AVAILABLE RECORDS>

::::

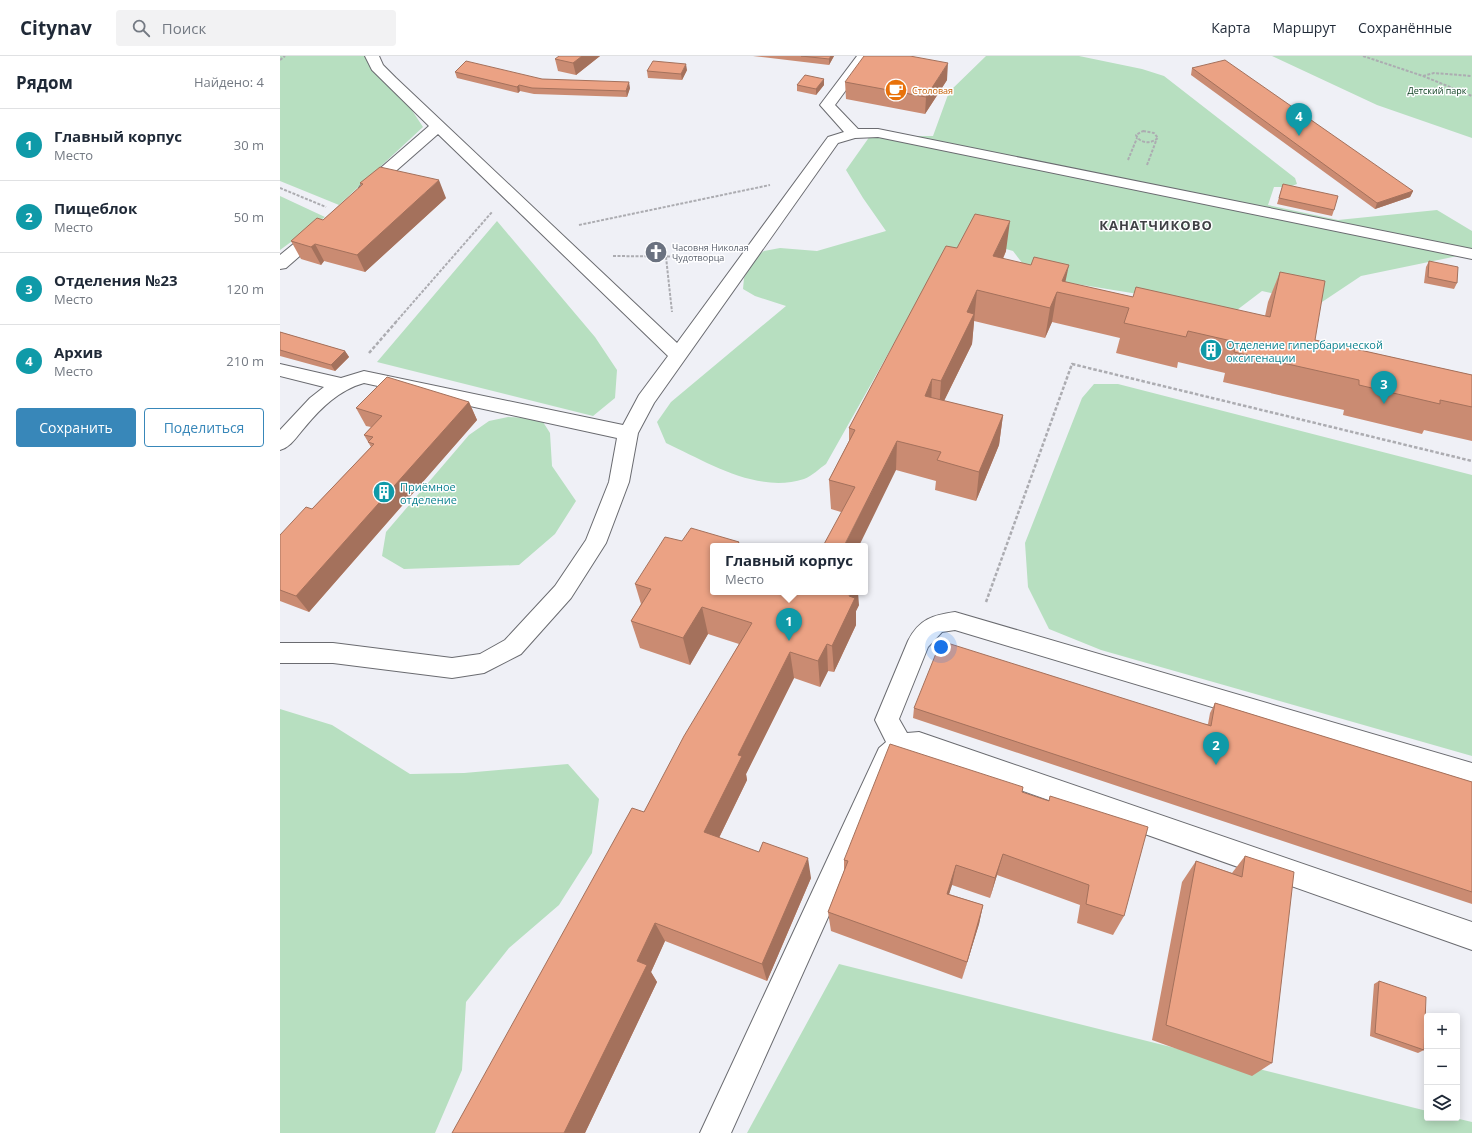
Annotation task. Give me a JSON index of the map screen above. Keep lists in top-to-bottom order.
{
  "districts": ["КАНАТЧИКОВО"],
  "parks": ["Детский парк"],
  "places": {
    "cafe": ["Столовая"],
    "church": ["Часовня Николая Чудотворца"],
    "building": ["Отделение гипербарической оксигенации", "Приёмное отделение"]
  },
  "page": {
    "header": "Citynav",
    "search": "Поиск",
    "nav": ["Карта", "Маршрут", "Сохранённые"],
    "heading": ["Рядом", "Найдено: 4"],
    "pins": [
      "4",
      "3",
      "1",
      "2"
    ],
    "list": [
      {
        "mark": "1",
        "name": "Главный корпус",
        "note": "Место",
        "value": "30 m"
      },
      {
        "mark": "2",
        "name": "Пищеблок",
        "note": "Место",
        "value": "50 m"
      },
      {
        "mark": "3",
        "name": "Отделения №23",
        "note": "Место",
        "value": "120 m"
      },
      {
        "mark": "4",
        "name": "Архив",
        "note": "Место",
        "value": "210 m"
      }
    ],
    "buttons": ["Сохранить", "Поделиться"],
    "popup": ["Главный корпус", "Место"],
    "map_buttons": ["+", "−"]
  }
}
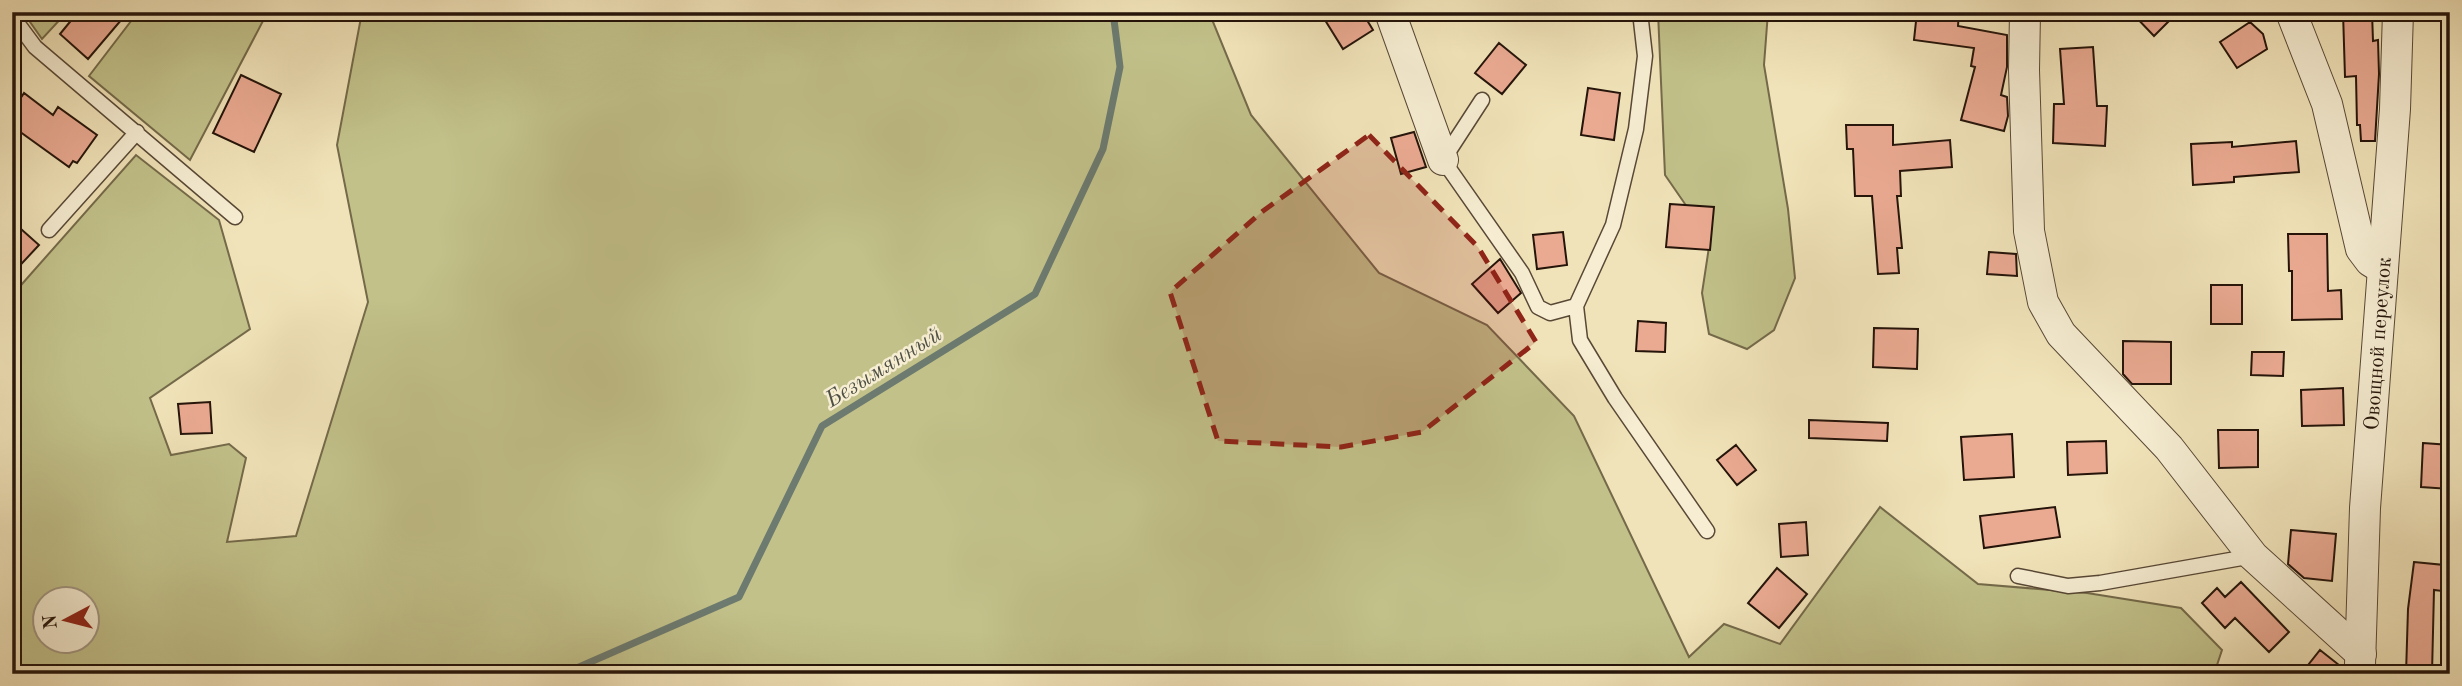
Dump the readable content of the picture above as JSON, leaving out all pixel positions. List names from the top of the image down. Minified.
{"streets":{"street":["Овощной переулок"]},"water":["Безымянный"],"north":"left"}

::::

YOUR INSTRUCTIONS> Word for word, restate all of the material above except its pictures.

ANSWER TO THIS EXERCISE>
Annotation task. Give me a JSON index of the map screen above. Keep lists in top-to-bottom order.
{
  "districts": ["КАНАТЧИКОВО"],
  "parks": ["Детский парк"],
  "places": {
    "cafe": ["Столовая"],
    "church": ["Часовня Николая Чудотворца"],
    "building": ["Отделение гипербарической оксигенации", "Приёмное отделение"]
  },
  "page": {
    "header": "Citynav",
    "search": "Поиск",
    "nav": ["Карта", "Маршрут", "Сохранённые"],
    "heading": ["Рядом", "Найдено: 4"],
    "pins": [
      "4",
      "3",
      "1",
      "2"
    ],
    "list": [
      {
        "mark": "1",
        "name": "Главный корпус",
        "note": "Место",
        "value": "30 m"
      },
      {
        "mark": "2",
        "name": "Пищеблок",
        "note": "Место",
        "value": "50 m"
      },
      {
        "mark": "3",
        "name": "Отделения №23",
        "note": "Место",
        "value": "120 m"
      },
      {
        "mark": "4",
        "name": "Архив",
        "note": "Место",
        "value": "210 m"
      }
    ],
    "buttons": ["Сохранить", "Поделиться"],
    "popup": ["Главный корпус", "Место"],
    "map_buttons": ["+", "−"]
  }
}
Dump the readable content of the picture above as JSON, leaving out all pixel positions. List names from the top of the image down. Minified.
{"streets":{"street":["Овощной переулок"]},"water":["Безымянный"],"north":"left"}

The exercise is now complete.